Clostridium perfringens food poisoning is one of the common types of human food borne illness. C. perfringens is found in raw meats, poultry, dehydrated soups and sauces, raw vegetables and other foods and food ingredients, but occurrences of foodborne illness are usually associated with cooked meat or poultry products (2). Spores of some strains that may resist heat during cooking germinate and grow in foods that are not adequately refrigerated (3). A heat-labile enterotoxin produced only by sporulating cells (5) induces the major symptom of diarrhea in perfringens poisoning. The foods in which conditions are favorable for sporulation may contain enterotoxin. The food poisoning can be diagnosed using quantitative anaerobic cultures to test food and faeces. Enumerating the microorganism in food samples plays a role in the epidemiological investigation of outbreaks of foodborne illness (2).
Shahidi Ferguson Perfringens (S.F.P.) Agar Base is prepared according to the formulation of Shahidi and Ferguson (1). Lecithinase and sulphite reactions can be identified on this medium. The medium along with the egg yolk emulsion and the supplement containing kanamycin and polymyxin B as the selective agents give high degree of selectivity for C. perfringens.Tryptose, papaic digest of soyabean meal and yeast extract supply nitrogenous compounds, carbon, sulphur, vitamin B complex etc. necessary for the growth of Clostridia. Sodium bisulphite and ferric ammonium citrate are the indicators of sulphite reduction by C. perfringens, which thereby produces black colonies. Kanamycin and polymyxin B (FD013) used in the medium inhibit competitive bacteria and thus allowing a better recovery of vegetative cells and spores of C. perfringens than either polymyxin B or sulphadiazine alone (2). Some strains of C. perfringens may form an opaque zone around the colony due to their lecithinase activity. Lecithinase positive facultative anaerobes may grow on S.F.P. Agar making the plates completely opaque and thus may mask the egg yolk reaction of C. perfringens.
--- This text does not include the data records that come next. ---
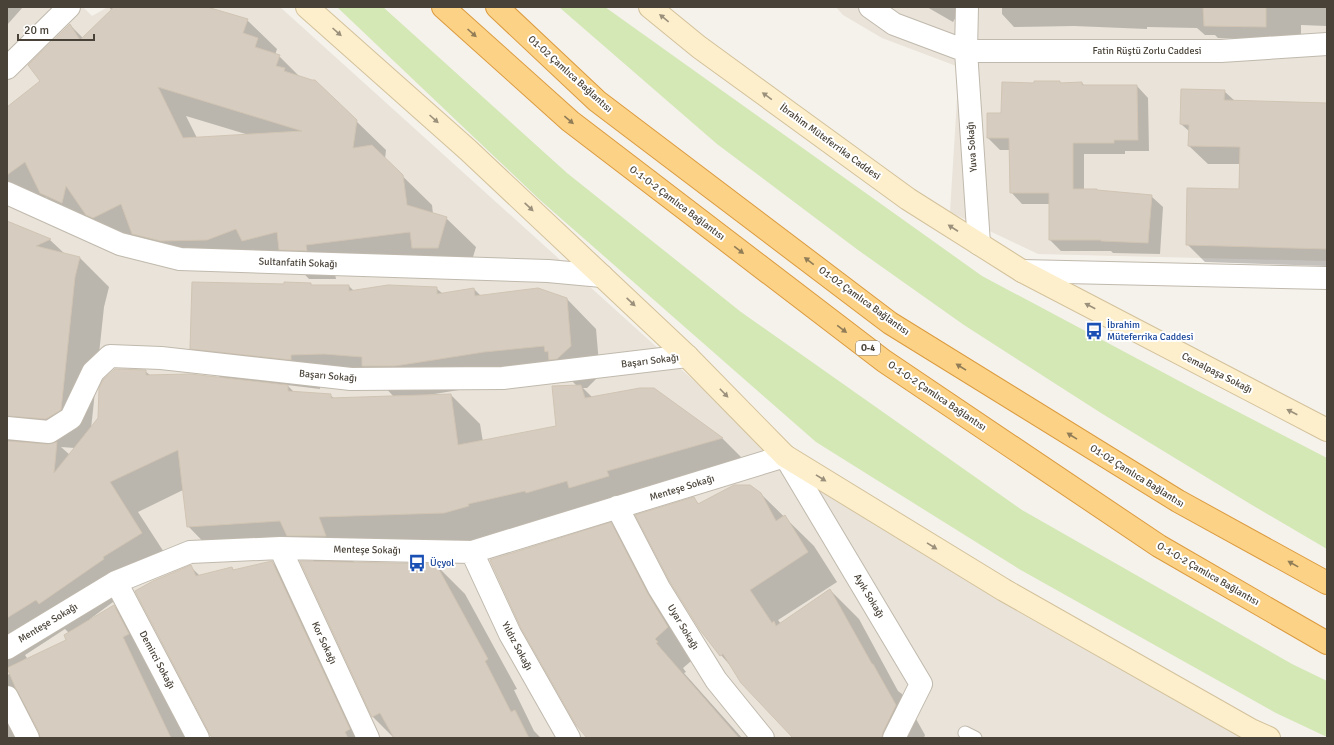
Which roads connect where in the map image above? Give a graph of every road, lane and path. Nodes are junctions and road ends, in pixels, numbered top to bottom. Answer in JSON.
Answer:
{"nodes":[{"id":1,"x":69,"y":7,"type":"edge"},
{"id":2,"x":307,"y":7,"type":"edge"},
{"id":3,"x":443,"y":7,"type":"edge"},
{"id":4,"x":497,"y":7,"type":"edge"},
{"id":5,"x":650,"y":7,"type":"edge"},
{"id":6,"x":870,"y":7,"type":"edge"},
{"id":7,"x":967,"y":7,"type":"edge"},
{"id":8,"x":1327,"y":44,"type":"edge"},
{"id":9,"x":966,"y":51,"type":"junction"},
{"id":10,"x":7,"y":68,"type":"edge"},
{"id":11,"x":7,"y":193,"type":"edge"},
{"id":12,"x":979,"y":244,"type":"junction"},
{"id":13,"x":1022,"y":270,"type":"junction"},
{"id":14,"x":602,"y":276,"type":"junction"},
{"id":15,"x":1327,"y":278,"type":"edge"},
{"id":16,"x":687,"y":356,"type":"junction"},
{"id":17,"x":7,"y":428,"type":"edge"},
{"id":18,"x":1327,"y":430,"type":"edge"},
{"id":19,"x":785,"y":456,"type":"junction"},
{"id":20,"x":617,"y":508,"type":"junction"},
{"id":21,"x":280,"y":548,"type":"junction"},
{"id":22,"x":472,"y":552,"type":"junction"},
{"id":23,"x":116,"y":582,"type":"junction"},
{"id":24,"x":1327,"y":583,"type":"edge"},
{"id":25,"x":1327,"y":643,"type":"edge"},
{"id":26,"x":7,"y":648,"type":"edge"},
{"id":27,"x":7,"y":697,"type":"edge"},
{"id":28,"x":28,"y":738,"type":"edge"},
{"id":29,"x":198,"y":738,"type":"edge"},
{"id":30,"x":368,"y":738,"type":"edge"},
{"id":31,"x":569,"y":738,"type":"edge"},
{"id":32,"x":762,"y":738,"type":"edge"},
{"id":33,"x":894,"y":738,"type":"edge"},
{"id":34,"x":1269,"y":738,"type":"edge"}],
"edges":[{"from":1,"to":10,"type":"street"},
{"from":2,"to":14,"type":"main road","one_way":true},
{"from":3,"to":25,"type":"highway","name":"O-1-O-2 Çamlıca Bağlantısı","number":"O-4","one_way":true},
{"from":24,"to":4,"type":"highway","name":"O1-O2 Çamlıca Bağlantısı","one_way":true},
{"from":12,"to":5,"type":"main road","name":"İbrahim Müteferrika Caddesi","one_way":true},
{"from":6,"to":9,"type":"street"},
{"from":7,"to":9,"type":"street","name":"Yuva Sokağı"},
{"from":8,"to":9,"type":"street","name":"Fatin Rüştü Zorlu Caddesi"},
{"from":9,"to":12,"type":"street","name":"Yuva Sokağı"},
{"from":11,"to":14,"type":"street","name":"Sultanfatih Sokağı"},
{"from":12,"to":13,"type":"main road","name":"İbrahim Müteferrika Caddesi"},
{"from":13,"to":15,"type":"street","name":"İbrahim Müteferrika Caddesi"},
{"from":18,"to":13,"type":"main road","name":"Cemalpaşa Sokağı","one_way":true},
{"from":14,"to":16,"type":"main road","one_way":true},
{"from":16,"to":17,"type":"street","name":"Başarı Sokağı"},
{"from":16,"to":19,"type":"main road","one_way":true},
{"from":19,"to":20,"type":"street","name":"Menteşe Sokağı"},
{"from":19,"to":33,"type":"street","name":"Ayık Sokağı"},
{"from":19,"to":34,"type":"main road","one_way":true},
{"from":20,"to":22,"type":"street","name":"Menteşe Sokağı"},
{"from":20,"to":32,"type":"street","name":"Uyar Sokağı"},
{"from":21,"to":22,"type":"street","name":"Menteşe Sokağı"},
{"from":21,"to":23,"type":"street","name":"Menteşe Sokağı"},
{"from":21,"to":30,"type":"street","name":"Kor Sokağı"},
{"from":22,"to":31,"type":"street","name":"Yıldız Sokağı"},
{"from":23,"to":26,"type":"street","name":"Menteşe Sokağı"},
{"from":23,"to":29,"type":"street","name":"Demirci Sokağı"},
{"from":27,"to":28,"type":"street"}]}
Organisms other than C. perfringens may produce black colonies. Therefore presumptive C. perfringens colonies need to be further confirmed by motility test, nitrate reduction and gelatin liquefaction.
For the isolation and enumeration of C. perfringens from foodstuffs, inoculate the surface of the medium with 0.1 ml of decimal dilutions of the specimen in Peptone Water (M028). Allow the media surface to dry for 5-10 minutes. Cover the surface with 10 ml of agar without egg yolk emulsion and solidify (4). Incubate at 37°C for 20-24 hours in anaerobic conditions. For presumptive count, select and count those colonies, which are larger black and surrounded by an opaque zone.
Storage and Shelf-life:
Store below 30°C in tightly closed container and the prepared medium at 2-8°C. Use before expiry date on the label.
1. Shahidi S. A. and Ferguson A. R., 1971, Appl. Microbiol. 21:500.
2. Downes F. P. and Ito K., (Eds.), 2001, Compendium of Methods for the Microbiological Examination of Foods, 4th Ed., APHA, Washington, D.C.
3. Harmon S. M., Kautter D. A. and Peeler J. T., 1971, Appl. Microbiol., 21:922.
4. ICMSF 1978, Microorganisms in food; Their Significance and Methods of Enumeration. University of Toronto Press.264-273.
5. Duncan C. L., 1973, J. Bacteriol., 113:932.